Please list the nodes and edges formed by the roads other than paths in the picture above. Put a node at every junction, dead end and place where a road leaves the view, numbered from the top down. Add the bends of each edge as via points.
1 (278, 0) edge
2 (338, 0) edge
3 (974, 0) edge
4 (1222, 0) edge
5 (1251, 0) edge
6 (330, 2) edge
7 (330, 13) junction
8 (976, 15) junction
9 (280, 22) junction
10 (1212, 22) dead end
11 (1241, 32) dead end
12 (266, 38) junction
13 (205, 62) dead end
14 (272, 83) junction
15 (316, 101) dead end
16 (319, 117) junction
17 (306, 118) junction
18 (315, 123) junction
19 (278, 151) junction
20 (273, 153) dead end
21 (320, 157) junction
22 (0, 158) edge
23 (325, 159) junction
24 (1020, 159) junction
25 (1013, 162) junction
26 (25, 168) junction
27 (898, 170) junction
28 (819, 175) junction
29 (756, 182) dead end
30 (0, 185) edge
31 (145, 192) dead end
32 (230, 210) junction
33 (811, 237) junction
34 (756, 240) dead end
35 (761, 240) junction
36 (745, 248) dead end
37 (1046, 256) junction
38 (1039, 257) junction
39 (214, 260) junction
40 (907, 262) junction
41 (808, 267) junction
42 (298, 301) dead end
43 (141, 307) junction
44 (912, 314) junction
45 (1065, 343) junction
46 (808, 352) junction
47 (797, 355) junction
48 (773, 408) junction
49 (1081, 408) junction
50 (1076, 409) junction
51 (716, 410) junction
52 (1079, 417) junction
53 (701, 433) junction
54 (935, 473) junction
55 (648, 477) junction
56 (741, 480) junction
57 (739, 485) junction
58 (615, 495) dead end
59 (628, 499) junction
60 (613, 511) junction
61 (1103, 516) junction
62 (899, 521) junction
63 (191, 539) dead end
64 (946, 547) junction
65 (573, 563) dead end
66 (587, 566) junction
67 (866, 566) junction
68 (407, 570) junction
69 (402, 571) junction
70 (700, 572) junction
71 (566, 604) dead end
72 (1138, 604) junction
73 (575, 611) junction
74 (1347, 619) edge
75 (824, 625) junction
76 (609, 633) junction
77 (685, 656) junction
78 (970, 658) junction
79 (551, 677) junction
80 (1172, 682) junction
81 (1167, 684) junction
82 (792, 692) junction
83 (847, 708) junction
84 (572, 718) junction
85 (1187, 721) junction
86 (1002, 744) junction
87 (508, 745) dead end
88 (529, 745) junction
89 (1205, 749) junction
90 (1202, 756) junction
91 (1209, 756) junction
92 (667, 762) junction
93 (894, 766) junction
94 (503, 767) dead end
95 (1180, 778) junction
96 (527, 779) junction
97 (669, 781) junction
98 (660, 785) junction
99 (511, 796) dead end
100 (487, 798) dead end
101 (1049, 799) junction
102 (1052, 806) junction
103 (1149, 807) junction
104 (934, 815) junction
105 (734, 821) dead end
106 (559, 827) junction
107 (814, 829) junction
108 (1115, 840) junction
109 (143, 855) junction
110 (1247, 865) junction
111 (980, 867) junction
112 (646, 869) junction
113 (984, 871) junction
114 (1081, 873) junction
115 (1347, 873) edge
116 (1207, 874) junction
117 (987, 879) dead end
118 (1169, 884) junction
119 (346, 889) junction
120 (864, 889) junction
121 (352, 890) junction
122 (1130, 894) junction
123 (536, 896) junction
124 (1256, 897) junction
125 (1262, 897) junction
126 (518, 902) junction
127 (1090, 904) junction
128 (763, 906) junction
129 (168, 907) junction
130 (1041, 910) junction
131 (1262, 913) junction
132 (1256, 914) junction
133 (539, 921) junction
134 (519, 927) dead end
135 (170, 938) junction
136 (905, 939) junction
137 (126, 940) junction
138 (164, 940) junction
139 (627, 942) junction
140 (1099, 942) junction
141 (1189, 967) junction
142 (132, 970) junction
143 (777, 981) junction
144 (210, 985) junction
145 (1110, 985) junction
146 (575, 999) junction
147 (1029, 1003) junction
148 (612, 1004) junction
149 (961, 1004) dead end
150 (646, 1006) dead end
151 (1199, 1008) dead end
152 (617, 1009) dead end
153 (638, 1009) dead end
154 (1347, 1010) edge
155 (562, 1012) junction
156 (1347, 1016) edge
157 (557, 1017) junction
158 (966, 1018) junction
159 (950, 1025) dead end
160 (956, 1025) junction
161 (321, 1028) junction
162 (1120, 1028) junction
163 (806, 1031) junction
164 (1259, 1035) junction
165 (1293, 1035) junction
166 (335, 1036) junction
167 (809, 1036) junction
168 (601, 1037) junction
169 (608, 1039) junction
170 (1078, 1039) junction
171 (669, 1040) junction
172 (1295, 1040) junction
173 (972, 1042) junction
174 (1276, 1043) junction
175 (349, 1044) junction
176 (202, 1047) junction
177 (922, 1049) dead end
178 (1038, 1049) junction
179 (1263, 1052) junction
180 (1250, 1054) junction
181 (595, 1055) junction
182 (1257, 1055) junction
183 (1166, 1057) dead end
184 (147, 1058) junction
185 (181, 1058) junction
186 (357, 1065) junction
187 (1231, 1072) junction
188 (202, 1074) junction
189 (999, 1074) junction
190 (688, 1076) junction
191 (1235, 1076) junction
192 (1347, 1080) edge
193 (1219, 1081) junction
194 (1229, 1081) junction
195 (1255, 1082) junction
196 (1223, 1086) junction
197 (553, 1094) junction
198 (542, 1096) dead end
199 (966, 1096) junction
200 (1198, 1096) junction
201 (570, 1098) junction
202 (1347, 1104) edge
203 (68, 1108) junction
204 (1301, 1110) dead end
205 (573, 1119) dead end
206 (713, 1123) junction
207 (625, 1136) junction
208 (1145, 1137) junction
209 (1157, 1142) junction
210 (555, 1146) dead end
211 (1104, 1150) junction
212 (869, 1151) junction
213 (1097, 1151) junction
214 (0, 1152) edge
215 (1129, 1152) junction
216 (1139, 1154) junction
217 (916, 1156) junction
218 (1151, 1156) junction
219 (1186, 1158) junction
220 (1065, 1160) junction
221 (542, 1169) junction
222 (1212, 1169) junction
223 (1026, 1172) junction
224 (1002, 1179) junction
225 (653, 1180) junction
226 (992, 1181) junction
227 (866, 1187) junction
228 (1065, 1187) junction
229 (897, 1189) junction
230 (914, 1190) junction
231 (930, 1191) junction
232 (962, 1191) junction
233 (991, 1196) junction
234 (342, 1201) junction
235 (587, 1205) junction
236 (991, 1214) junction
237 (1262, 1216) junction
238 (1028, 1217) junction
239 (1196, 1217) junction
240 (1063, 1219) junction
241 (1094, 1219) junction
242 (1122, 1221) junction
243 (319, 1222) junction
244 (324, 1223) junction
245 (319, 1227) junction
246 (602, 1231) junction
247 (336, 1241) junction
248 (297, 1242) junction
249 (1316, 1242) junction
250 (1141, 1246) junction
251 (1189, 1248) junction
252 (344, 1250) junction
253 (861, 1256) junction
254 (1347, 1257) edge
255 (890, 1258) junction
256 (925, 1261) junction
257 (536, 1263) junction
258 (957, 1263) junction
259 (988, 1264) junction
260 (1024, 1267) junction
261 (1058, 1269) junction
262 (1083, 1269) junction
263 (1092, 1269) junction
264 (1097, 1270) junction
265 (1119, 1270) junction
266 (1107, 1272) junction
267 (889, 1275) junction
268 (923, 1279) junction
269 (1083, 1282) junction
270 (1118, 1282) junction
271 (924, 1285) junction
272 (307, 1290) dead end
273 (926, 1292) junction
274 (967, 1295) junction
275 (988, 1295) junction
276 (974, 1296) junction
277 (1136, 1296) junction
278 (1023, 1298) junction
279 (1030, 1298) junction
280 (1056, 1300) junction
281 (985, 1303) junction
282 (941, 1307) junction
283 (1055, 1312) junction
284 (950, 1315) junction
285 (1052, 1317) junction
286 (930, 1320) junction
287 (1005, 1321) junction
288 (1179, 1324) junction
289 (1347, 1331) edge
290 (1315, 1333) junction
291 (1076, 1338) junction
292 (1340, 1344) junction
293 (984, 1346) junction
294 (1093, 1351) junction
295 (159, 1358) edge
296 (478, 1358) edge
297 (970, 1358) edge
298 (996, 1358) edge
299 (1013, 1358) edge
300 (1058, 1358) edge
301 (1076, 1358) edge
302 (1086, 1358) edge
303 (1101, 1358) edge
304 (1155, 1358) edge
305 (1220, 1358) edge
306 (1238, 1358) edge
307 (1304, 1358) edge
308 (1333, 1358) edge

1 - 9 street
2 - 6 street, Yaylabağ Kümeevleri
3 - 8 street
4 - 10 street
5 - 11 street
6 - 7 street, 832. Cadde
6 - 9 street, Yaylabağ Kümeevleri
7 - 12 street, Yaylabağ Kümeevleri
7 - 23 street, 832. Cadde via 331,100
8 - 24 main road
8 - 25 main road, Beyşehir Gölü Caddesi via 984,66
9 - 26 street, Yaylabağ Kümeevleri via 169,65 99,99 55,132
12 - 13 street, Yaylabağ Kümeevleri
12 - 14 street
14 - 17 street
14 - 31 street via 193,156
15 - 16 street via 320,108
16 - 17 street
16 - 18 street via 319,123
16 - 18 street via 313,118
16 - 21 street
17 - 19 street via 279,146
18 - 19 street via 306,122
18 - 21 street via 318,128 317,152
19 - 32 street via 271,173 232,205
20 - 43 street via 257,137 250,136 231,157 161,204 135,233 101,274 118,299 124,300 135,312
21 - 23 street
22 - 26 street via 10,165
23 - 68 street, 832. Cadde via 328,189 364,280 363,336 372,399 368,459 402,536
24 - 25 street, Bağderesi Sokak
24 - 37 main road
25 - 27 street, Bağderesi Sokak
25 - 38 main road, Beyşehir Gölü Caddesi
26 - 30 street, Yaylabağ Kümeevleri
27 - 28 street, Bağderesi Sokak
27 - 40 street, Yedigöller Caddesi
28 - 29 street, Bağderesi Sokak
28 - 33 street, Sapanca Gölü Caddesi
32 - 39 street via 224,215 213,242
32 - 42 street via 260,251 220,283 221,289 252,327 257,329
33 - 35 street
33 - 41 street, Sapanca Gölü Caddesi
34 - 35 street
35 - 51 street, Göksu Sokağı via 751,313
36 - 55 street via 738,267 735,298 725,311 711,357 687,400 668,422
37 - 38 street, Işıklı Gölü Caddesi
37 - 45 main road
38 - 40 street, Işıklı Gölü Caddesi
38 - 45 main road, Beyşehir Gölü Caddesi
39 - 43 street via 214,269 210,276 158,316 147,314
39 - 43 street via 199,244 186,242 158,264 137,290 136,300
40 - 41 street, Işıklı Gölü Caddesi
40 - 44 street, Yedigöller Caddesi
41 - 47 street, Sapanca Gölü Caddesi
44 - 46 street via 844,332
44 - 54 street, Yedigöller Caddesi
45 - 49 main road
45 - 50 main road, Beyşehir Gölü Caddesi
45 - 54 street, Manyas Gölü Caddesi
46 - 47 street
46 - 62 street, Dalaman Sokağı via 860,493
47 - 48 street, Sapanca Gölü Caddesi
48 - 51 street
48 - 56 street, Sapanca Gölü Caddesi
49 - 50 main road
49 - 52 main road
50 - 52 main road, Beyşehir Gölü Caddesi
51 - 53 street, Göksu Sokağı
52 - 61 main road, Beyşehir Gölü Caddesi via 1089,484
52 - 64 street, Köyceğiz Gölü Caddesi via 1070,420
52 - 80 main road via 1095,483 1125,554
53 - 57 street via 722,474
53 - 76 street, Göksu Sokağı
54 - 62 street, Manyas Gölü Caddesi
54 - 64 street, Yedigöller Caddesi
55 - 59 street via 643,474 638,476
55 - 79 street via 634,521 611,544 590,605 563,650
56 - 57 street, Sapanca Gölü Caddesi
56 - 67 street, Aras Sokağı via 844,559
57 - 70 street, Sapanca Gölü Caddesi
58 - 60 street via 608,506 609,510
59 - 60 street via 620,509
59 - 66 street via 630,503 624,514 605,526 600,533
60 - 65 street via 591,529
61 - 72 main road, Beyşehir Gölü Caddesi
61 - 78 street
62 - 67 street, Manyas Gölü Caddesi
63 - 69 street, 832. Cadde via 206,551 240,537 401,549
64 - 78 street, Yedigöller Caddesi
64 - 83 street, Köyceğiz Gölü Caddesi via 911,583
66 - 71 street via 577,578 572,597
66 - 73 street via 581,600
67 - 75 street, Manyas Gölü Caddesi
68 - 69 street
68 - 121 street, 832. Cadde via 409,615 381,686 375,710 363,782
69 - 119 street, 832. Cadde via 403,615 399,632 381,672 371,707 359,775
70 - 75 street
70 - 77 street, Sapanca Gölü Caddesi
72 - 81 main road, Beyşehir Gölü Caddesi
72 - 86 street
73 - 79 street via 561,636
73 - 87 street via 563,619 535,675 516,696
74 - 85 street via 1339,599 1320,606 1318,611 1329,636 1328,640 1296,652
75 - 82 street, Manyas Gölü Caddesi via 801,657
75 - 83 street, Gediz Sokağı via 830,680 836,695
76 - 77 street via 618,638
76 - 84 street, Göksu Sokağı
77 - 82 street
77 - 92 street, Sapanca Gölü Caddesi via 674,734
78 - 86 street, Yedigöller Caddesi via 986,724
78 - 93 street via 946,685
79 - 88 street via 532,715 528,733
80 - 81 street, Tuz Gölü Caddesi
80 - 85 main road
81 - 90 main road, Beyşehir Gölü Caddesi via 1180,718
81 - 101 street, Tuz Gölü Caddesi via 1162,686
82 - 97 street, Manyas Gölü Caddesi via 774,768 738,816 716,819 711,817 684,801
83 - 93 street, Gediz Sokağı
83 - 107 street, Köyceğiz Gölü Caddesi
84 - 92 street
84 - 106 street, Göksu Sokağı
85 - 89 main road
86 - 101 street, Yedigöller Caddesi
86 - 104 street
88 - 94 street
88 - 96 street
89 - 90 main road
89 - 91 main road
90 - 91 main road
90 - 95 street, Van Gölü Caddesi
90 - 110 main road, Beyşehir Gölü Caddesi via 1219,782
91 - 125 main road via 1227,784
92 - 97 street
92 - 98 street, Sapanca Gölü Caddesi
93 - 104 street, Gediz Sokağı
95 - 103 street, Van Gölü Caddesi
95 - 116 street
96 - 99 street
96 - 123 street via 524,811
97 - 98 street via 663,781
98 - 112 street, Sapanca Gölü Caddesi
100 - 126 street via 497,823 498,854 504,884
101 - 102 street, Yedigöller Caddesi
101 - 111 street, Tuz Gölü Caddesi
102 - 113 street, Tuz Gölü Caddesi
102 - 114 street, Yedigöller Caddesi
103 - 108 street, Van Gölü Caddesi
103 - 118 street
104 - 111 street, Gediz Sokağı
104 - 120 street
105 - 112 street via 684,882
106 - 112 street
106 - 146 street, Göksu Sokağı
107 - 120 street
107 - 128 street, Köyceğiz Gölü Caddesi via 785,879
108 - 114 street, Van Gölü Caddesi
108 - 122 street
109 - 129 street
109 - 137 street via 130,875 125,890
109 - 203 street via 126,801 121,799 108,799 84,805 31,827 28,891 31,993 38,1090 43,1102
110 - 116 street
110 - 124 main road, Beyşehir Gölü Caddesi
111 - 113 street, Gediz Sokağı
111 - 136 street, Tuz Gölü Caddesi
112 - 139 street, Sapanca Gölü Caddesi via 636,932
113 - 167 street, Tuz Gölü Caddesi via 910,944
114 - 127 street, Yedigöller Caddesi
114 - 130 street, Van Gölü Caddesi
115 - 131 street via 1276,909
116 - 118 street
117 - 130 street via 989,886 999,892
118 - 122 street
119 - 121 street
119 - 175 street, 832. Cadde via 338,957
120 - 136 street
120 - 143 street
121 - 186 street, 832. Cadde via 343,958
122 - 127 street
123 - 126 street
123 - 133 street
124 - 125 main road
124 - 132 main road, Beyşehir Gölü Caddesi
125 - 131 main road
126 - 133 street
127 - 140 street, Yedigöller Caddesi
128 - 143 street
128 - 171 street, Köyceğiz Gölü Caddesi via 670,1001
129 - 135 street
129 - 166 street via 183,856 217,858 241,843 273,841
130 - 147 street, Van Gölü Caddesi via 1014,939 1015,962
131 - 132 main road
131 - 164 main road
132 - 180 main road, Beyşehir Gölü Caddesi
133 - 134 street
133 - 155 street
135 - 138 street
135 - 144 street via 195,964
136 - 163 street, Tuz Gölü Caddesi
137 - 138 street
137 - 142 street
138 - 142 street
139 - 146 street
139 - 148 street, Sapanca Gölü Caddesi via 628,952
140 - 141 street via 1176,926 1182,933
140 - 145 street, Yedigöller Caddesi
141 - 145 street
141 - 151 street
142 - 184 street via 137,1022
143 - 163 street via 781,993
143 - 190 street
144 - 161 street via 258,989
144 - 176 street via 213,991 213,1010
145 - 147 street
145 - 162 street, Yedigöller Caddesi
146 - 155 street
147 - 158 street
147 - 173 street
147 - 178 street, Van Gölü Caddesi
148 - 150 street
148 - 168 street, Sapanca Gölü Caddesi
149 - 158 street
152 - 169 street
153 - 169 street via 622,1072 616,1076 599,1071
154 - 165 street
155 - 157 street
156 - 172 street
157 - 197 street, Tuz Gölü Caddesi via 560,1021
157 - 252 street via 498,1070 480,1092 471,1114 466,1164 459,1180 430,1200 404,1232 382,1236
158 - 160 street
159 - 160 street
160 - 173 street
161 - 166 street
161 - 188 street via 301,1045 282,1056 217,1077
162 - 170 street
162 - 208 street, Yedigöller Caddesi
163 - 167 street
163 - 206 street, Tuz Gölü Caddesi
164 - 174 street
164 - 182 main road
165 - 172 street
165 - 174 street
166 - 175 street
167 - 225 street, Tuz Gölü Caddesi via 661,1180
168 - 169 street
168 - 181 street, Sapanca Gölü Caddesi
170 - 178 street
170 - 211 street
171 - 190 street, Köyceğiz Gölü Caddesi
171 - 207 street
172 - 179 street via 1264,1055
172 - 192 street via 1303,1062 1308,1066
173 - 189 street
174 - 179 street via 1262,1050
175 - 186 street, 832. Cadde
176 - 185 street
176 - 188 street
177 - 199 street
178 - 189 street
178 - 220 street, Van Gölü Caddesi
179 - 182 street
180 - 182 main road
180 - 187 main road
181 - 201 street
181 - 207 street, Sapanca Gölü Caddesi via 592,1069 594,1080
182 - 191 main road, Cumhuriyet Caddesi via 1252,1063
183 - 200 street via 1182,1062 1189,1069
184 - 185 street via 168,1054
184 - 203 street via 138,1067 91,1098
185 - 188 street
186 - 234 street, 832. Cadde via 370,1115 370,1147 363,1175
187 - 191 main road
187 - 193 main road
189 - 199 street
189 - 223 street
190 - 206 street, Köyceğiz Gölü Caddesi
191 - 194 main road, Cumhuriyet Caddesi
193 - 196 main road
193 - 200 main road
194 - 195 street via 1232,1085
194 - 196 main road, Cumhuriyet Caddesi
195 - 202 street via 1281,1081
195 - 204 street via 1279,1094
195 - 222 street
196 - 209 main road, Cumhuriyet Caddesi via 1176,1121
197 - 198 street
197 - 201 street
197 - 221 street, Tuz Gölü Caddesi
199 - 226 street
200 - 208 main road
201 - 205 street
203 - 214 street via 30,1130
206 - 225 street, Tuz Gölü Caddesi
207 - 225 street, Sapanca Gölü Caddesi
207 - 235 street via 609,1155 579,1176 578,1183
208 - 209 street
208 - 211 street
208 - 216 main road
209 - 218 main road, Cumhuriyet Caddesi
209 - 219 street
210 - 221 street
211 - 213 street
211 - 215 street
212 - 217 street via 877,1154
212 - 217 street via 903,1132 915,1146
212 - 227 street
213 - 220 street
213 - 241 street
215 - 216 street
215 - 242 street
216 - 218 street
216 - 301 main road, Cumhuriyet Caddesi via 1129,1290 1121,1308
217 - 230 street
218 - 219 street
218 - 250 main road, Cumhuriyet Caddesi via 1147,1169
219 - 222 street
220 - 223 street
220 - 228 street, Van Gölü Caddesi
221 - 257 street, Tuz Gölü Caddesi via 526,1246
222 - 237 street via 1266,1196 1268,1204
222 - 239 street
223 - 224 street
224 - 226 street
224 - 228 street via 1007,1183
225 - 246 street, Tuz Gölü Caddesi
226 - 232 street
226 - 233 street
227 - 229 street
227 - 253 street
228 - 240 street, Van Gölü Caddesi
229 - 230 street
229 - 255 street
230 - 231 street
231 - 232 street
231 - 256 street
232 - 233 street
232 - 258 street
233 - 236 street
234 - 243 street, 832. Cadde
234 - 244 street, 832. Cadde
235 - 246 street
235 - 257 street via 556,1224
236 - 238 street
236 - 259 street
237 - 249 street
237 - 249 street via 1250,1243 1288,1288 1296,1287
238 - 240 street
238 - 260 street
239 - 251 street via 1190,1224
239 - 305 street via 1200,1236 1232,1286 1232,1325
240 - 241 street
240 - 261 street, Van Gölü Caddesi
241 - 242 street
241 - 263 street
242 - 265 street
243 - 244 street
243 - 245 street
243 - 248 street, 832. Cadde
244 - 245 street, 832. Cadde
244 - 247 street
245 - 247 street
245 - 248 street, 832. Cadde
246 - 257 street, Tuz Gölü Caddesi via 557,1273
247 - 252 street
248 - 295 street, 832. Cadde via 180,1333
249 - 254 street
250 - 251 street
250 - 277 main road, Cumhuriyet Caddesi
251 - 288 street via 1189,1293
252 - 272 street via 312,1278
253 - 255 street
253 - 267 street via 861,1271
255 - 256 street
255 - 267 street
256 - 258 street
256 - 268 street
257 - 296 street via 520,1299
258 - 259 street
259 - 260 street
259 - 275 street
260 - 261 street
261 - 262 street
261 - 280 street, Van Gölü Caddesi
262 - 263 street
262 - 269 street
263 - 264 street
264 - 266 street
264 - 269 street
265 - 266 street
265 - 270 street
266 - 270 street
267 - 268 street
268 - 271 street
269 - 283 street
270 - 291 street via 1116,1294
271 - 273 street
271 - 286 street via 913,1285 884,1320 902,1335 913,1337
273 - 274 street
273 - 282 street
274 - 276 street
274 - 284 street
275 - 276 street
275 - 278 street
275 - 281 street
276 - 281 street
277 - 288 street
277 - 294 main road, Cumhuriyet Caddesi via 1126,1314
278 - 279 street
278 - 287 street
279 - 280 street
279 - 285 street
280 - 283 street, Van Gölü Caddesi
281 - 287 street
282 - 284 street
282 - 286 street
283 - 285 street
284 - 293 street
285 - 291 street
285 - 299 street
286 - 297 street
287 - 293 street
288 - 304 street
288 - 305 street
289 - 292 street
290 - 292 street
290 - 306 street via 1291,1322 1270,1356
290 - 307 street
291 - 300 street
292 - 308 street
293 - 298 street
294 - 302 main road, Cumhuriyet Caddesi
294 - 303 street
+-------+
### [Task item]
List every line above that contains the word "Manyas".

### [Output for this task]
45 - 54 street, Manyas Gölü Caddesi
54 - 62 street, Manyas Gölü Caddesi
62 - 67 street, Manyas Gölü Caddesi
67 - 75 street, Manyas Gölü Caddesi
75 - 82 street, Manyas Gölü Caddesi via 801,657
82 - 97 street, Manyas Gölü Caddesi via 774,768 738,816 716,819 711,817 684,801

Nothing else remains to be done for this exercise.